Normal, for Marvin, is the enemy. And in Putin’s Russia (where recent laws banning “LGBTQ propaganda” have made being gay there a criminal offense), normal is Marvin’s target. Defiantly going into the streets decked out in provocative costumes recalling sources as varied as the cinematic phantasms of masters Guillermo del Toro and Hayao Miyazaki and the internet boogeyman Slender Man, Marvin makes herself a spectacle – and a target. Multiple times, Galdanova’s cameras watch anxiously as Marvin’s brazen strolls seem on the edge of thuggish violence, none more so than when she, wrapped painfully head-to-toe in real barbed wire, stalks nearly naked to a protest against Putin’s just-launched invasion of Ukraine. As Marvin is loaded unceremoniously into an unmarked police van, we’re all too aware of just what a precarious position she’s in, as Putin’s troops beat protesters with billy clubs on all sides.
“Queendom” is a portrait of the artist as a young non-binary provocateur, Marvin’s steadfast pursuit of artistic and political attention seeing her being expelled, arrested, menaced and eventually seeking escape to Paris in a fevered scene at the government visa offices. And yet Galdanova never loses sight of the troubled individual at the heart of her documentary, the tearful confrontations with Marvin’s grandparents a lacerating mix of misunderstanding, mulish bigotry and undeniable, if deeply tangled, affection. Trying to explain her incomprehensible-to-them course on the phone from Paris late in the film, the emotional Marvin pleads, “I saw a normal city. Nobody’s going to grab or kick or shove me. I feel like just a human being here.” To her grandfather’s continued objections to her dressing in drag, Marvin states of her ostentatious homemade accoutrement, “They complete me – they’re basic needs.”

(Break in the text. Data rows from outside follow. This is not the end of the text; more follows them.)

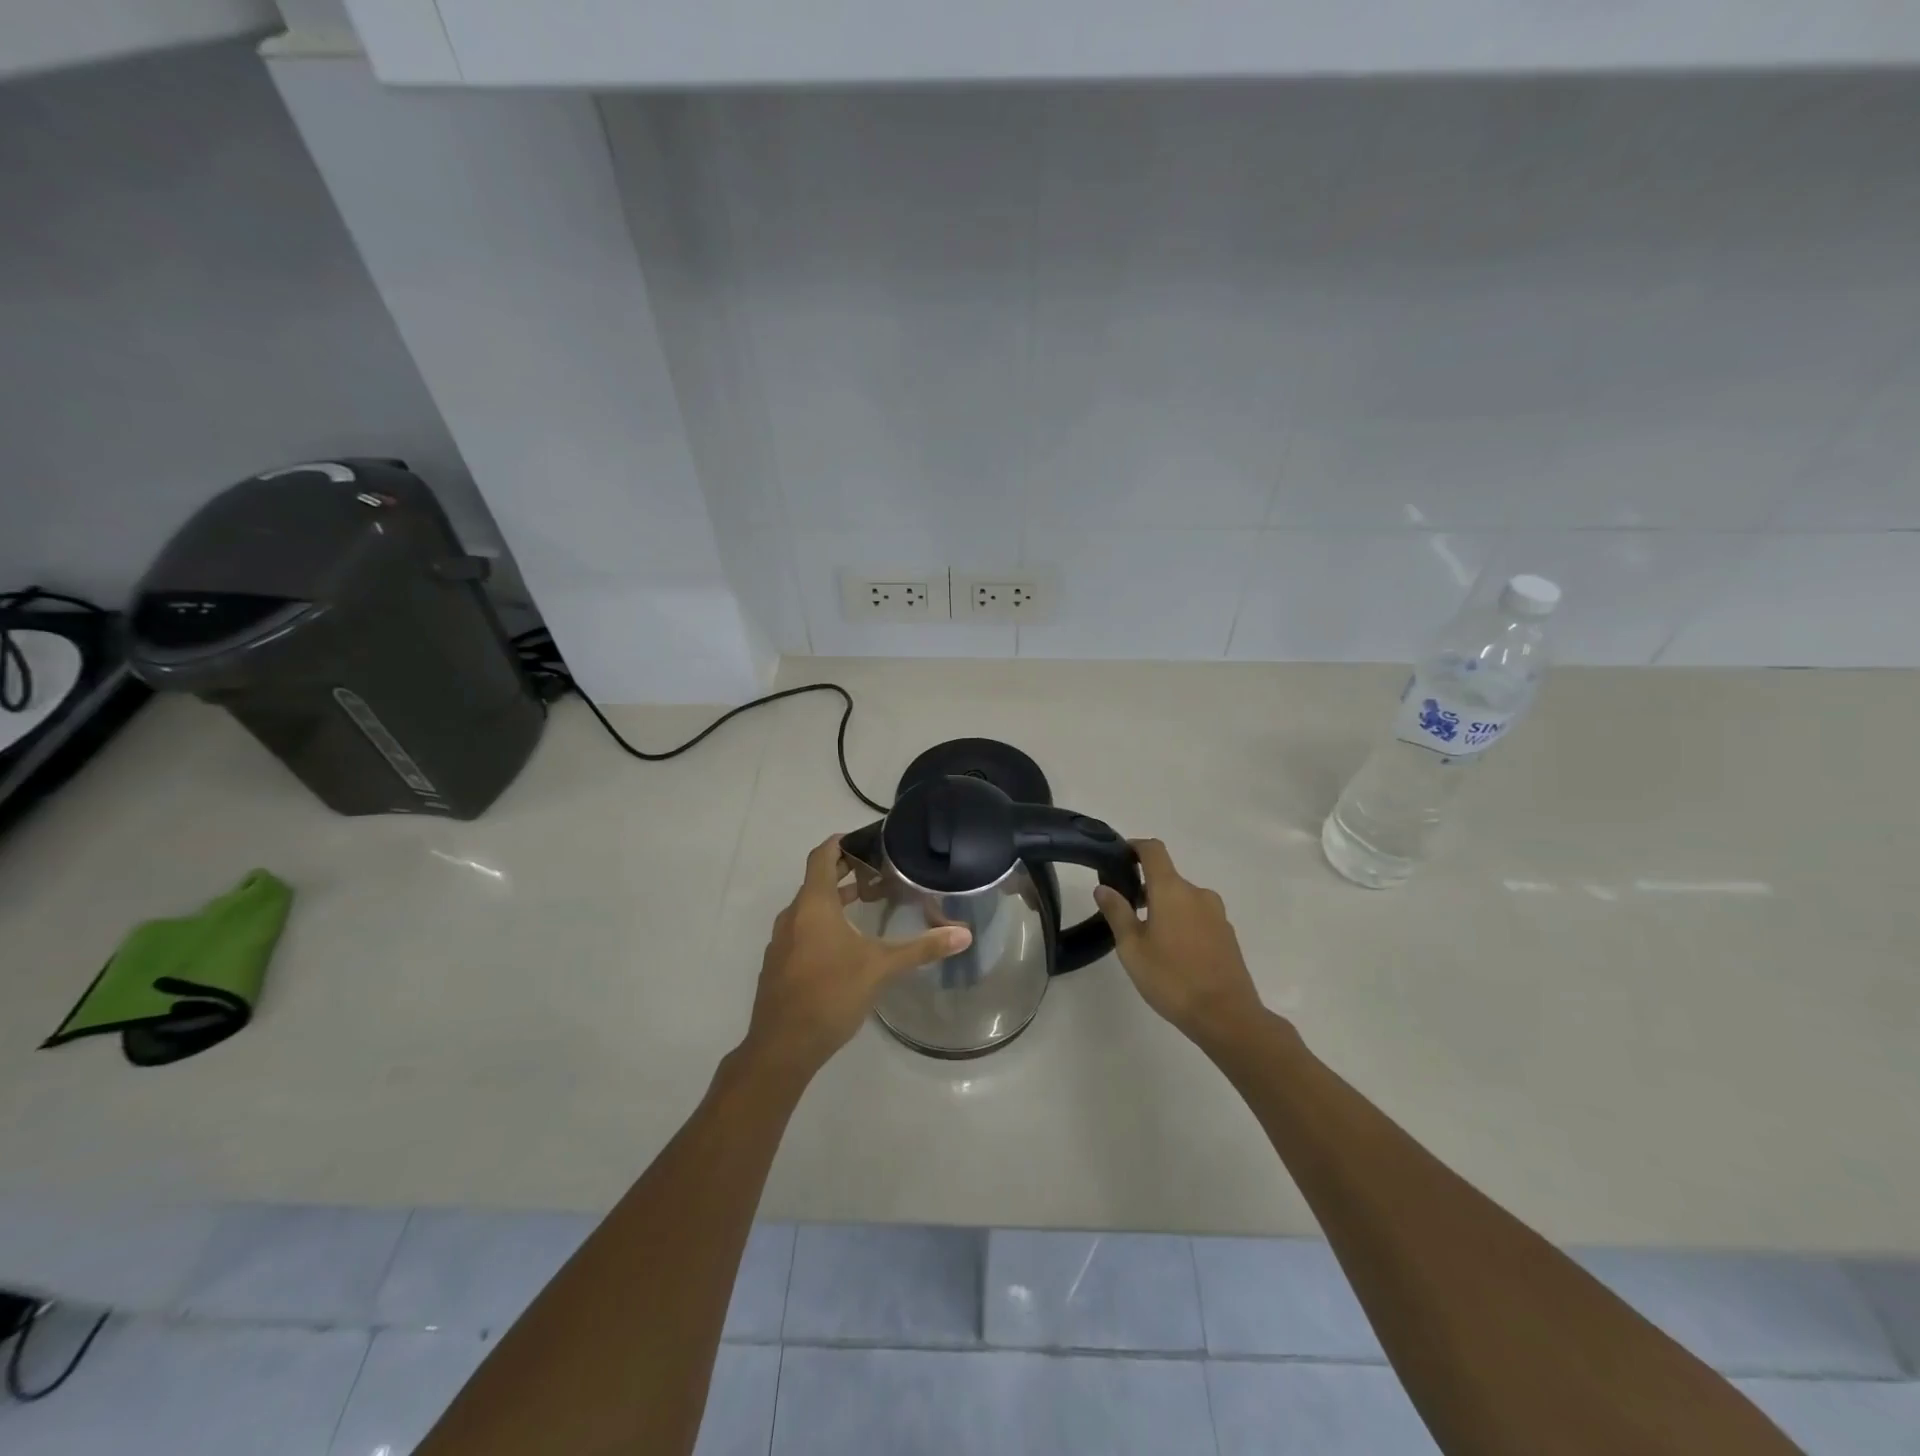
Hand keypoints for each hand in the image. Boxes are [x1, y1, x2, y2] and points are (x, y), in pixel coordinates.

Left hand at [743, 836, 971, 1078]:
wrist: (781, 1047)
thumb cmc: (830, 994)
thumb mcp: (881, 968)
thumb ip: (921, 948)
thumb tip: (964, 934)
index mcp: (813, 904)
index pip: (822, 856)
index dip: (841, 842)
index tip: (866, 840)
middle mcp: (793, 915)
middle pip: (816, 880)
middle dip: (845, 871)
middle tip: (879, 870)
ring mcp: (782, 941)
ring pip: (809, 907)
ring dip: (835, 900)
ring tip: (868, 902)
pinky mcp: (779, 964)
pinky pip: (802, 930)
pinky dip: (823, 923)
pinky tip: (846, 944)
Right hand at [1094, 838, 1266, 1048]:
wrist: (1226, 1016)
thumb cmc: (1172, 978)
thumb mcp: (1132, 948)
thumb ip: (1117, 913)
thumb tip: (1103, 888)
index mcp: (1172, 890)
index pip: (1154, 850)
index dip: (1135, 847)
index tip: (1120, 857)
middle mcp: (1197, 894)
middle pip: (1168, 877)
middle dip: (1146, 888)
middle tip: (1125, 913)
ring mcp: (1216, 914)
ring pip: (1183, 899)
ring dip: (1165, 907)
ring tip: (1148, 938)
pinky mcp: (1227, 934)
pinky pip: (1198, 916)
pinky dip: (1182, 922)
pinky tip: (1173, 953)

It takes courage to be who you truly are. (Even if you’re, for example, a cis white middle-aged male in an America seemingly tailored to your every whim.) For Gena Marvin, a non-binary, queer artist in a Russia where anti-LGBTQ+ hate is the brutal and sanctioned norm, courage is beauty, and confrontation. “Queendom” is a moving, visually stunning, and often harrowing depiction of both the power and the terrifying vulnerability of simply being yourself. In some of Marvin’s most striking works, she writhes in spectacular, grotesque agony amidst post-apocalyptic landscapes culled from her homeland’s most abandoned and hostile places. As metaphor, it’s powerful. As reality, it’s heroic.
“Queendom,” 7 p.m. Monday, Dec. 11, with an in-person Q&A with producer Igor Myakotin following, Space, 538 Congress St., Portland; $9, $7 for Space members. space538.org
On the theme of queer provocateurs, there’s nobody more gleefully brilliant at undermining the sexual status quo than legendary Spanish director Pedro Almodóvar, and his latest short film, “Strange Way of Life,” brings some big Hollywood star power and the director’s signature flair to a tale of forbidden love in the Old West.
Ethan Hawke and Pedro Pascal play old riding buddies whose decades-later reunion sees the unspoken be spoken, all with Almodóvar’s matchless mix of melodrama, visual opulence and shockingly affecting emotion crafting a modern deconstruction of macho American myths. Paired with the director’s equally outstanding 2020, Tilda-Swinton-starring short “The Human Voice,” this all-Almodóvar mini-festival is a typically bracing, brilliant, and entertaining can’t-miss showcase for one of the world’s greatest living directors.
“Strange Way of Life” and “The Human Voice,” various times Friday through Sunday, Portland Museum of Art, 7 Congress Square, Portland; $9, $7 for PMA members and students. portlandmuseum.org/films
Dennis Perkins is a freelance writer who lives in Auburn with his wife and cat.